*Data extracts:*
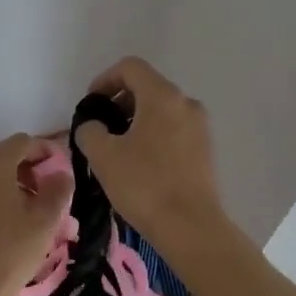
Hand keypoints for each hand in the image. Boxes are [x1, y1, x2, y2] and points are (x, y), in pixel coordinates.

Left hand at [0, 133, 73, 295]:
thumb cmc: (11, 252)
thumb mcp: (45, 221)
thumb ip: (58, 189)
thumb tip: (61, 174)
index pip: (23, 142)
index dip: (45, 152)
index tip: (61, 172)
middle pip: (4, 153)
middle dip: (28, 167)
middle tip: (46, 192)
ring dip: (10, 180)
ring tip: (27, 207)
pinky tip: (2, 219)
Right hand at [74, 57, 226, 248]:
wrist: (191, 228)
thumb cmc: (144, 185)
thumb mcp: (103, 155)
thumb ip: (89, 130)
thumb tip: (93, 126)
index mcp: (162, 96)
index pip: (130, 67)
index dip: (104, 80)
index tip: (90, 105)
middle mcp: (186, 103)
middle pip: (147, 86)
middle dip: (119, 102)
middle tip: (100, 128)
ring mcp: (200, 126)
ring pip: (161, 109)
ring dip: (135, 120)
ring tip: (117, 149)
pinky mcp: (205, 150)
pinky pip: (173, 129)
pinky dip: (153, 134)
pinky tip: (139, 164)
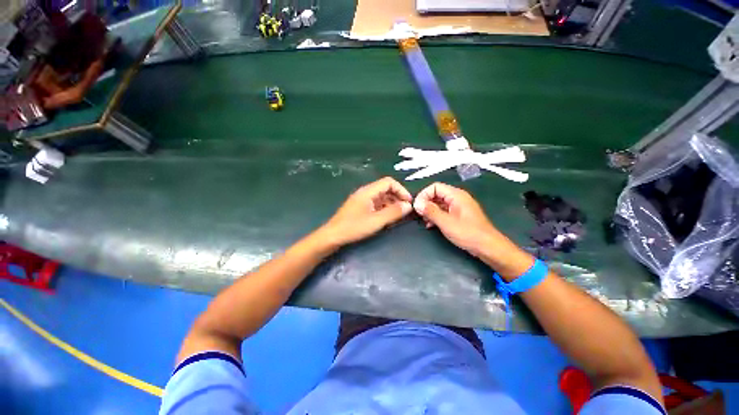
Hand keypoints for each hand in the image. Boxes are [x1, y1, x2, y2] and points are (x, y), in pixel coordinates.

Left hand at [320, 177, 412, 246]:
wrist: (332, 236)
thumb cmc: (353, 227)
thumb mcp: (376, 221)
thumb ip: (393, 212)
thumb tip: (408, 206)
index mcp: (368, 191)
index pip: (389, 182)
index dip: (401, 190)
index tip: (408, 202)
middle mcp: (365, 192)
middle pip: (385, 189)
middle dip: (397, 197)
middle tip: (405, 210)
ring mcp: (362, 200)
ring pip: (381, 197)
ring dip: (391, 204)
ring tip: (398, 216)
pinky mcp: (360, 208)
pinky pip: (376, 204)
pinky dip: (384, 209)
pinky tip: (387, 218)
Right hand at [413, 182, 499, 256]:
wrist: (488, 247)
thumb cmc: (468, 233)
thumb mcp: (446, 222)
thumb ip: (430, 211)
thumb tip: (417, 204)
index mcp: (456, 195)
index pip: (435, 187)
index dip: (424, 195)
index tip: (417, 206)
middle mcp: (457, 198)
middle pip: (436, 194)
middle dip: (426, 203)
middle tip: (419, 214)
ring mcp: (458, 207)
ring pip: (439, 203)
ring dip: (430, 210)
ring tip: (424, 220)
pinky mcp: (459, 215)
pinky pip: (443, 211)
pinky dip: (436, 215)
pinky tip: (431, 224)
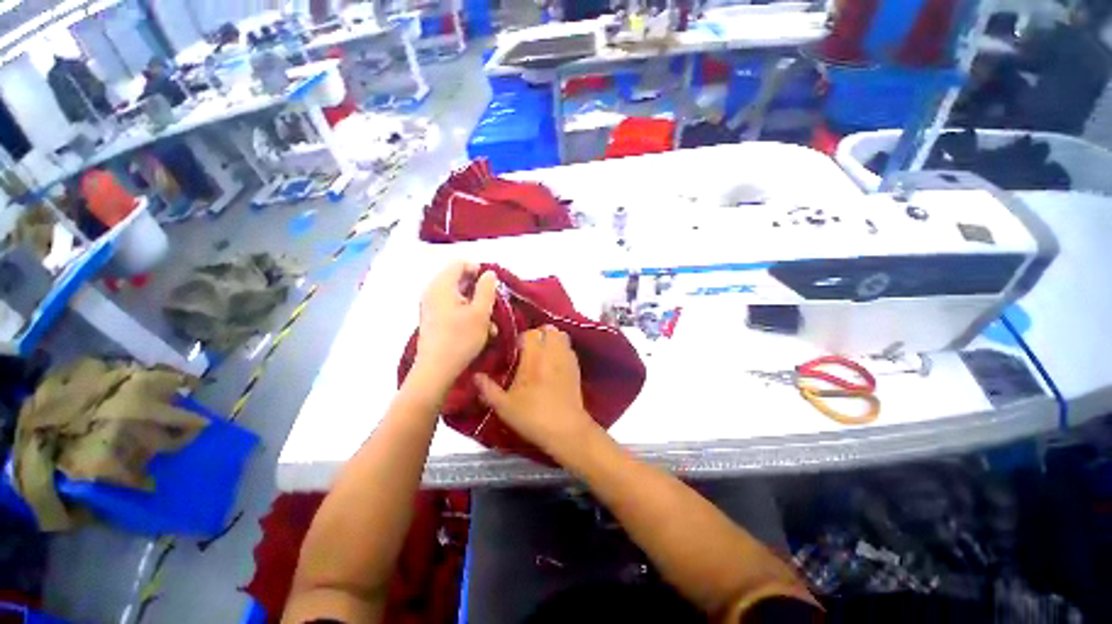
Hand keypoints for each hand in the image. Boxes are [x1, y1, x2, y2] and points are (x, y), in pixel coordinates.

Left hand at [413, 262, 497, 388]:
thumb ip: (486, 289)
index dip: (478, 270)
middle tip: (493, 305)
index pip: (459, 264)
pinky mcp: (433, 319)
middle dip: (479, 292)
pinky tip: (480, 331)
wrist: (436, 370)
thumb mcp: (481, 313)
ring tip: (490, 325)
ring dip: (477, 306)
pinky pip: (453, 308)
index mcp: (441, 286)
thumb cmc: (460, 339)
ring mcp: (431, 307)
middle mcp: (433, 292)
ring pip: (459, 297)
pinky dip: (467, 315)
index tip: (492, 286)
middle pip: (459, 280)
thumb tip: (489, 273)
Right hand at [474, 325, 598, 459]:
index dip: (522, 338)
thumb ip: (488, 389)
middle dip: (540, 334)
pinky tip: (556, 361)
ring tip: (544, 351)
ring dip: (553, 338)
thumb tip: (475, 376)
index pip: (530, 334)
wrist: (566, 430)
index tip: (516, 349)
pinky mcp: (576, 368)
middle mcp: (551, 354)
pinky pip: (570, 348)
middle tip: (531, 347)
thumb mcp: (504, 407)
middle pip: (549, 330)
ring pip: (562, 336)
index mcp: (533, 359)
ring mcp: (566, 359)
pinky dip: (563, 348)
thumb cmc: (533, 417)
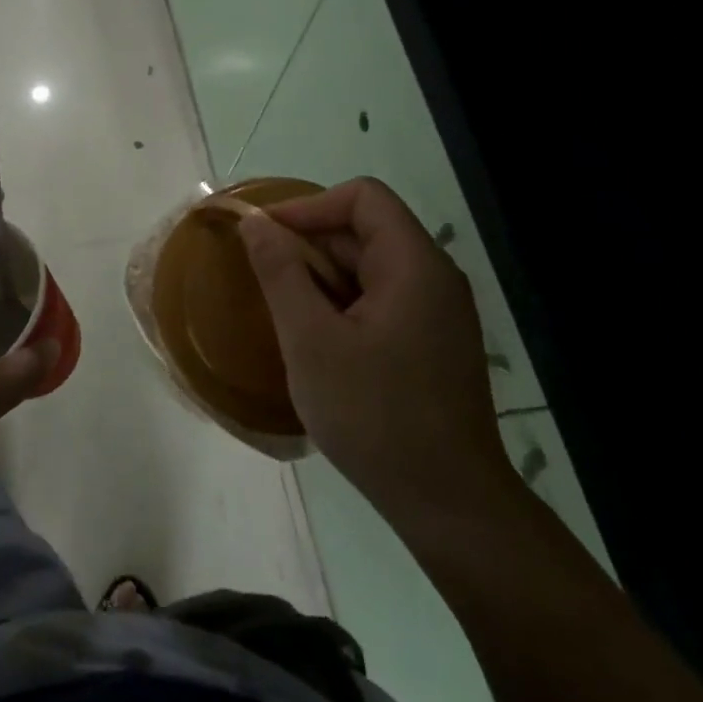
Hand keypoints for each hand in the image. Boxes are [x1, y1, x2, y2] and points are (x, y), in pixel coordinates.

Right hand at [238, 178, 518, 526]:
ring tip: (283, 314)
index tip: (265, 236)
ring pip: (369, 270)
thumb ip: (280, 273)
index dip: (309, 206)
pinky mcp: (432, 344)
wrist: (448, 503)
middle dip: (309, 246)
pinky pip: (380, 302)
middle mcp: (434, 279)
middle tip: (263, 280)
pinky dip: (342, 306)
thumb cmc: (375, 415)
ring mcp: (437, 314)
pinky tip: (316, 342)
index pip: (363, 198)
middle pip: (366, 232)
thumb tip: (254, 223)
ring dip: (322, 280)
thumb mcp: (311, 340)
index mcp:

*Your task:* Working from the entries above, find every line in which the word "wrist" occurs and copy it.

*Answer to the exercise:*
wrist: (191, 228)
wrist: (332, 236)
wrist: (488, 247)
wrist: (436, 370)
wrist: (566, 430)
wrist: (448, 503)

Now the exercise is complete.